|Motil, Kathleen -|
|Barrish, Judy -|
|Lane, Jane -|
|Geerts, Suzanne -|
|Annese, Fran -|
|Mcnair, Lauren -|
|Percy, Alan -|
|Skinner, Steven -|
|Neul, Jeffrey -|
|Glaze, Daniel -|
Submitted to: Journal of Pediatric Gastroenterology and Nutrition
Publication Type: Peer Reviewed Journal
Publication Acceptance Date: May 26, 2011
Publication Date: November 1, 2011
Citation: Motil, K.J., Barrish, J.O., Lane, J.B., Geerts, S.P., Annese, F., Mcnair, L., Percy, A.K., Skinner, S.A., Neul, J.L., Glaze, D.G. 2011. Vitamin D deficiency is prevalent in girls and women with rett syndrome. Journal of Pediatric Gastroenterology and Nutrition. 53(5):569-574. Interpretive Summary: Girls and women with Rett syndrome (RTT) have an increased risk of low bone mineral density. Consequently, individuals with RTT are at increased risk for skeletal fractures with advanced age. Vitamin D is a prohormone essential for the absorption of calcium from the gut and may prevent the adverse consequences of poor bone mineralization. We designed this study to determine the prevalence of vitamin D deficiency and identify the relation between vitamin D and the consumption of dietary sources of vitamin D in females with RTT. We found that vitamin D deficiency is prevalent in females with RTT. The use of multivitamin supplements or commercial formulas is associated with improved vitamin D status in these individuals. This study is significant because attention to vitamin D nutriture may improve bone health.

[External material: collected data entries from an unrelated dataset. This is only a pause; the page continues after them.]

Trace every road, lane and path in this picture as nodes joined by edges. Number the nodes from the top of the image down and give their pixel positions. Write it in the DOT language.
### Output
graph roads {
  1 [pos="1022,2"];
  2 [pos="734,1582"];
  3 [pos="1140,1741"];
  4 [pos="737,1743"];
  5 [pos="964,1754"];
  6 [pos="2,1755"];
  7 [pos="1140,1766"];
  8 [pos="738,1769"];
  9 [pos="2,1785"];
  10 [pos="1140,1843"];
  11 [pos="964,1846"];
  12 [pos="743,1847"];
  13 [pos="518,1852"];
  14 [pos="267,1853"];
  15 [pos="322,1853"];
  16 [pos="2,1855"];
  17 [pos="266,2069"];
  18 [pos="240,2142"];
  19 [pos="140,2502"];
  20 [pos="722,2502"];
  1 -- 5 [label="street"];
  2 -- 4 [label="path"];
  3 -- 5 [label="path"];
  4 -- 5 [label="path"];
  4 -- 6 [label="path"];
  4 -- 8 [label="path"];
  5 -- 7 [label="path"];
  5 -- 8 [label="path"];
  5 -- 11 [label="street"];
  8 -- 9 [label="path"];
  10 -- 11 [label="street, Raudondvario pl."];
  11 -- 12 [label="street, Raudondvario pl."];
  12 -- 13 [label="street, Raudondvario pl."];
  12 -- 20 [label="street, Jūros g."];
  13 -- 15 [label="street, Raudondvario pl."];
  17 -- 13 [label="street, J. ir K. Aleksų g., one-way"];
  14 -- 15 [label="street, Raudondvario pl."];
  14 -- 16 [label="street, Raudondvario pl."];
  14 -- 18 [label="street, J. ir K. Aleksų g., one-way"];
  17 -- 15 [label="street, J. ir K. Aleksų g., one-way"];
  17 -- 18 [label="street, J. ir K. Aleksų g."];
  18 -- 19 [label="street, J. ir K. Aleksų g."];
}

Technical Abstract: The aim of the study was to determine the prevalence of vitamin D deficiency and identify the relation between 25-hydroxyvitamin D (25-(OH)D) levels and the consumption of dietary sources of vitamin D or exposure to anticonvulsants in girls and women with Rett syndrome (RTT). Retrospective review of the medical records of 284 girls and women with RTT to determine serum 25-(OH)D and parathyroid hormone levels, nutritional status, dietary sources of vitamin D, exposure to anticonvulsants, degree of mobility, and MECP2 status. Twenty percent of girls and women who were tested (n'='157) had 25-(OH)D levels <50'nmol/L. Multivitamin supplements, vitamin D-fortified milk, and commercial formulas were consumed by 40%, 52%, and 54%, respectively. Anticonvulsants were used by 57%, and 39% ambulated independently. Median 25-(OH)D levels were lower in individuals who did not receive multivitamin supplements (P'<'0.05) or commercial formulas (P'<'0.001) than in those who did. Median 25-(OH)D levels differed (P'<'0.01) among racial and ethnic groups, but the number in some groups was small. Nutritional status, use of anticonvulsants, degree of mobility, and MECP2 status did not influence 25-(OH)D levels. Vitamin D deficiency is prevalent in girls and women with RTT. The use of multivitamin supplements or commercial formulas is associated with improved vitamin D levels. Attention to vitamin D may enhance bone mineral deposition and reduce the frequency of bone fractures in these individuals.